▶ Entries shown:
+--

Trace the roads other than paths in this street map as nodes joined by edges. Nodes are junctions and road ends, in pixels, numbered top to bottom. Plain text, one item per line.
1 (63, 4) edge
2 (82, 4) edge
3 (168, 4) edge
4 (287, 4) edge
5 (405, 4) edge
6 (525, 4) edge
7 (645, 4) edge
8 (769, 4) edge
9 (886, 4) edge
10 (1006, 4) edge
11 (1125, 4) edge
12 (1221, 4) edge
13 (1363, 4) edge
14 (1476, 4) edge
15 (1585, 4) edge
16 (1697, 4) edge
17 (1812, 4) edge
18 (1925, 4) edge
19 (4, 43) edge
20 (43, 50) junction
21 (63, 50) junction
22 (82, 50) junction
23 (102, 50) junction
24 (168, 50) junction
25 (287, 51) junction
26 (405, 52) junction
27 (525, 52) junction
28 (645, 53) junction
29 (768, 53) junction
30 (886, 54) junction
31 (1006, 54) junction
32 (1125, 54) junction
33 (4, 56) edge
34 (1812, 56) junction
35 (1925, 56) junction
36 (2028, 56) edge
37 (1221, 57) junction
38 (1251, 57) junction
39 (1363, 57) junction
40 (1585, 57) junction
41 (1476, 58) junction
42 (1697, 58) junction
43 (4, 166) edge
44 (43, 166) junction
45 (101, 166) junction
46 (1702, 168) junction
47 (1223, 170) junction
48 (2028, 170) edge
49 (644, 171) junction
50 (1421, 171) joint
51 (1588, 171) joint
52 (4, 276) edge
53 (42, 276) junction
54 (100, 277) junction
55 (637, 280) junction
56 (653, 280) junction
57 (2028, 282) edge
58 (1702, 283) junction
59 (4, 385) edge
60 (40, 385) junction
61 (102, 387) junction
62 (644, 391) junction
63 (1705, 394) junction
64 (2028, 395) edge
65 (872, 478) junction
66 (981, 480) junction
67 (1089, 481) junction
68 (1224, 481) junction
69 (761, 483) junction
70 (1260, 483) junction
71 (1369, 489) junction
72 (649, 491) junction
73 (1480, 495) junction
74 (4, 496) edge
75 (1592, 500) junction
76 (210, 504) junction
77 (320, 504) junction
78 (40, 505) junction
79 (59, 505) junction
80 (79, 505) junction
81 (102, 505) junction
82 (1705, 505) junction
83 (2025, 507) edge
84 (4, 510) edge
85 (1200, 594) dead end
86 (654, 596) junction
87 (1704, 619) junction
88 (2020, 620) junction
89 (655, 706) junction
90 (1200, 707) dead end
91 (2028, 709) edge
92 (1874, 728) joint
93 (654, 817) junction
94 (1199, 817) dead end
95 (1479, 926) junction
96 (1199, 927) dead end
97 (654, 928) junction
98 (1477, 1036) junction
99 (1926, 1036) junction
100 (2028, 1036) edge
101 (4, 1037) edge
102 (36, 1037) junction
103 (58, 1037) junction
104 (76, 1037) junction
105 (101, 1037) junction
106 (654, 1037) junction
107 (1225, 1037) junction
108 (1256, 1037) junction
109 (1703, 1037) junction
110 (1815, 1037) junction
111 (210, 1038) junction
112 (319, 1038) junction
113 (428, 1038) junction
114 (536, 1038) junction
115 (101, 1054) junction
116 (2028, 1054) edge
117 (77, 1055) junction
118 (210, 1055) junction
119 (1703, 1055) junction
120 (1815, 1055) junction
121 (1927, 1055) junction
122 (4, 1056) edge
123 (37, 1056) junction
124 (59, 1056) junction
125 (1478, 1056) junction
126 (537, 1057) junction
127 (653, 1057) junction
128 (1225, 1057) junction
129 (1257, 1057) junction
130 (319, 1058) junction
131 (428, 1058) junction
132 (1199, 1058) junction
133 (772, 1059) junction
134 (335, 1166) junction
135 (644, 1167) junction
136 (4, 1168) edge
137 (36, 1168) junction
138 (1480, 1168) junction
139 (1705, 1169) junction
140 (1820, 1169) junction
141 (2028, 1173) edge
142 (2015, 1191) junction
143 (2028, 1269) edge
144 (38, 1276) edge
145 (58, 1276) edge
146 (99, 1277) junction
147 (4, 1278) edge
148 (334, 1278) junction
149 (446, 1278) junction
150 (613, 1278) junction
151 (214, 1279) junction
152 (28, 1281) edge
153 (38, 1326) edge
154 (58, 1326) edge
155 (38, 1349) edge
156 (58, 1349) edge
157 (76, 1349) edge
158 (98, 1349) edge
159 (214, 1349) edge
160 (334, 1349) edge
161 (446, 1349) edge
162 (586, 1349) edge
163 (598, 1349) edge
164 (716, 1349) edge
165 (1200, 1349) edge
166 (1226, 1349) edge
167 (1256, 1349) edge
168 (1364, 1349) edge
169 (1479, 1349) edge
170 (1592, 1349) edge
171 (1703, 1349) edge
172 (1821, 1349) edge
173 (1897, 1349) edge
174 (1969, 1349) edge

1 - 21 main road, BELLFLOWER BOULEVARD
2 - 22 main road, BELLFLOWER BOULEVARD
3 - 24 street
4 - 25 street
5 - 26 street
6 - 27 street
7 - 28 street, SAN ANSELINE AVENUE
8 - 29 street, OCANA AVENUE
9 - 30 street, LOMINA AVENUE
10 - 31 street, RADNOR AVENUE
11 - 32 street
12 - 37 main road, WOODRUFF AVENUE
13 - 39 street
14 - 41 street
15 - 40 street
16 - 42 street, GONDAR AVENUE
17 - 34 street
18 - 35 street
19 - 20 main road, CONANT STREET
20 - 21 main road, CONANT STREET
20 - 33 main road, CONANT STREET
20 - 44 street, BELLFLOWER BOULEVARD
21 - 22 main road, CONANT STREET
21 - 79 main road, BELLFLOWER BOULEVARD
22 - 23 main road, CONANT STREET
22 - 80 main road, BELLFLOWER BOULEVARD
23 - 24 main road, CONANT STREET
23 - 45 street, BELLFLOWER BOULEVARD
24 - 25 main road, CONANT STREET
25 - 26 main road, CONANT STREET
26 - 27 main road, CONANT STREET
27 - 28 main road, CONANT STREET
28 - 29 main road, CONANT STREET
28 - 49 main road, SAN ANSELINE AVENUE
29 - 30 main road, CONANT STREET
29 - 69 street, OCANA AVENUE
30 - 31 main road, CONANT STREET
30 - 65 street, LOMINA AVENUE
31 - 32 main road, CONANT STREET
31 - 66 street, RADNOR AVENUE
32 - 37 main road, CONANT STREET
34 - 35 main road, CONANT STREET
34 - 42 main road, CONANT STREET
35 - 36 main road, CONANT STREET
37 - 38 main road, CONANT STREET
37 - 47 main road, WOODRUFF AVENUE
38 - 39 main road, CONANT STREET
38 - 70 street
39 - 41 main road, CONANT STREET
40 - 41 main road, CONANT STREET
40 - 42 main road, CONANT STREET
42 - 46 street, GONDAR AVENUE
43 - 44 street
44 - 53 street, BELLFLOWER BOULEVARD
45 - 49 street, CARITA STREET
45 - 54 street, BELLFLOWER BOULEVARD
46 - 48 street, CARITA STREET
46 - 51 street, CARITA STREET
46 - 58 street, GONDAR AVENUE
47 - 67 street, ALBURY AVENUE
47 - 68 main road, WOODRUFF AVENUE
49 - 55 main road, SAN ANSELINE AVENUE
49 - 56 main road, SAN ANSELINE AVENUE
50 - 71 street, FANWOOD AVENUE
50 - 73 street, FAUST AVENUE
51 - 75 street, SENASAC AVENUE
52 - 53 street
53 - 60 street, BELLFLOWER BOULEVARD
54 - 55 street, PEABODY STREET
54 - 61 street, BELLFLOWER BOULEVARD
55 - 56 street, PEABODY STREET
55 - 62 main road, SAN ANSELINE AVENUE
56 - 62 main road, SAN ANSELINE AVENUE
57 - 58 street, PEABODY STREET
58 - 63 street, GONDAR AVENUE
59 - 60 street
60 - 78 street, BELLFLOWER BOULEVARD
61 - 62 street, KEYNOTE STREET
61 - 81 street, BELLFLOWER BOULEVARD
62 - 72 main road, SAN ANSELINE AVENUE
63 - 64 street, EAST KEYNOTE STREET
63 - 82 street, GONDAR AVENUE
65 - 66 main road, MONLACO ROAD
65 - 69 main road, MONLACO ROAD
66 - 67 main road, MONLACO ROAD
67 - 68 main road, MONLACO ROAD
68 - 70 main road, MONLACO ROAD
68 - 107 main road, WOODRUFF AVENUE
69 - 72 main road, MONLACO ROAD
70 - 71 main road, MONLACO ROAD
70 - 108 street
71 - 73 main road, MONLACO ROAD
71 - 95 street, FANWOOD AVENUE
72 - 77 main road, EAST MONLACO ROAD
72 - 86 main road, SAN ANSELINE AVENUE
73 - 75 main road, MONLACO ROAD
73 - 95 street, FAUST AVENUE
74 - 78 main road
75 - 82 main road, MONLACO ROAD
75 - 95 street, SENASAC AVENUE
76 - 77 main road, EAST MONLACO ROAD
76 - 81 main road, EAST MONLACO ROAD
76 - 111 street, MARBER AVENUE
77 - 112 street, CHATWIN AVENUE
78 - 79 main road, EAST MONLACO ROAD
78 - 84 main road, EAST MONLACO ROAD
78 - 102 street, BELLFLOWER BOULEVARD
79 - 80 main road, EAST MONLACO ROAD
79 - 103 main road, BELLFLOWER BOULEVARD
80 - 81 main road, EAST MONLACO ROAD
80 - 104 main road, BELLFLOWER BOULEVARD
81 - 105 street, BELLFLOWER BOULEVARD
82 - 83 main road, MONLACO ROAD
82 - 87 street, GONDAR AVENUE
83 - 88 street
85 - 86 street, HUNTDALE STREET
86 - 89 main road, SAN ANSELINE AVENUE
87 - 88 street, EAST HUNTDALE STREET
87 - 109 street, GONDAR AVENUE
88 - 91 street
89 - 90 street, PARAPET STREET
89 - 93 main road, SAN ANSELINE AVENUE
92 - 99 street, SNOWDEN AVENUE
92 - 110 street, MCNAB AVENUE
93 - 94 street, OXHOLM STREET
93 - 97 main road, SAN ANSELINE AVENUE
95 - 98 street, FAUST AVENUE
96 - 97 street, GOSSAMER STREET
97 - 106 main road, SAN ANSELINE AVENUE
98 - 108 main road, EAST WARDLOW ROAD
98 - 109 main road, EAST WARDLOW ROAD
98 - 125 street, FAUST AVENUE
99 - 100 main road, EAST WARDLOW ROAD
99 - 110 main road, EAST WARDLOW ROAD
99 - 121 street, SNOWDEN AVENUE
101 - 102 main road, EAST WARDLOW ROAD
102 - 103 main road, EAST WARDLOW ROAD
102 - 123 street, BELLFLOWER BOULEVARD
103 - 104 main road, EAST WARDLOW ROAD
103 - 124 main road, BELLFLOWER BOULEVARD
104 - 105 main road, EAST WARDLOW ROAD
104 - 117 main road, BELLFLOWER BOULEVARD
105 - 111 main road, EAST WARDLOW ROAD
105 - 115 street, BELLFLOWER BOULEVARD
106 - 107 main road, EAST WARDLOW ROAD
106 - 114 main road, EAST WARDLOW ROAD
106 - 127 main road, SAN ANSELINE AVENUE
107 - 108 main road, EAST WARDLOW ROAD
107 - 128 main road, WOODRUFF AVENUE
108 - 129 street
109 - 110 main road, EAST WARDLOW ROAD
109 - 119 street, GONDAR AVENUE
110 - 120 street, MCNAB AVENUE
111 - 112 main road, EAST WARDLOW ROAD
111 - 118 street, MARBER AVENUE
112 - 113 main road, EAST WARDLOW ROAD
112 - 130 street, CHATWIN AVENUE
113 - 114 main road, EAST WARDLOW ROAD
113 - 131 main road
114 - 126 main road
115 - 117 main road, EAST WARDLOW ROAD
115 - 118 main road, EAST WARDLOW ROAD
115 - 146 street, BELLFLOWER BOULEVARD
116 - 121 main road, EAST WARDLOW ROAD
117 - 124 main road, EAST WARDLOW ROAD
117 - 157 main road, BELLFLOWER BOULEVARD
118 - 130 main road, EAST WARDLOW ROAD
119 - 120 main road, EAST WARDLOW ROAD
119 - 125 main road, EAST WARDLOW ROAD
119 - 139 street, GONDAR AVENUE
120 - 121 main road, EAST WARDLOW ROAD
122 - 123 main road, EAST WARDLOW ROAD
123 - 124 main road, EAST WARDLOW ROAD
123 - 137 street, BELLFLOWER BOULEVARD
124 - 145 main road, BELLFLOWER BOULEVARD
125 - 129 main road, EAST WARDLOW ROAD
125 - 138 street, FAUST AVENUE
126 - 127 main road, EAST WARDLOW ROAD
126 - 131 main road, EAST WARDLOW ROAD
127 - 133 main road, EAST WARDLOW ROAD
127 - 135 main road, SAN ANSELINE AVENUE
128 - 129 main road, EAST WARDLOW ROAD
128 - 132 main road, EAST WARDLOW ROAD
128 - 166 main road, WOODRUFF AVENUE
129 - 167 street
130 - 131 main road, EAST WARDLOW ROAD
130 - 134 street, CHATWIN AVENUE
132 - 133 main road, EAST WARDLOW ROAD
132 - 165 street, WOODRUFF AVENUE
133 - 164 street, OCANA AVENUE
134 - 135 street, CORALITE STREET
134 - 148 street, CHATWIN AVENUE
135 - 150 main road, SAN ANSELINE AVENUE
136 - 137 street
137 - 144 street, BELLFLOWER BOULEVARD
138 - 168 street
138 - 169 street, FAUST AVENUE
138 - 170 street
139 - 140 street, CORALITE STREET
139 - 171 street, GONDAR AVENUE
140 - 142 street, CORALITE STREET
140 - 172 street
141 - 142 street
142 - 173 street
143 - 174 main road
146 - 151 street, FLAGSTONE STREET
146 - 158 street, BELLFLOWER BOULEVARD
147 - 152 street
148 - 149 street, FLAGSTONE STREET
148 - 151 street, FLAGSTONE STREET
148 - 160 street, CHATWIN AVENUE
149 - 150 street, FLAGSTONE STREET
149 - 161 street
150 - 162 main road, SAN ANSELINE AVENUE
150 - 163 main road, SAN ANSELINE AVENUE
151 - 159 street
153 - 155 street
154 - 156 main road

+--

▶ Aim of the exercise:
Among the lines above, find each one containing the string "WOODRUFF" and copy it.

▶ Your response:
12 - 37 main road, WOODRUFF AVENUE
37 - 47 main road, WOODRUFF AVENUE
47 - 68 main road, WOODRUFF AVENUE
68 - 107 main road, WOODRUFF AVENUE
107 - 128 main road, WOODRUFF AVENUE
128 - 166 main road, WOODRUFF AVENUE
132 - 165 street, WOODRUFF AVENUE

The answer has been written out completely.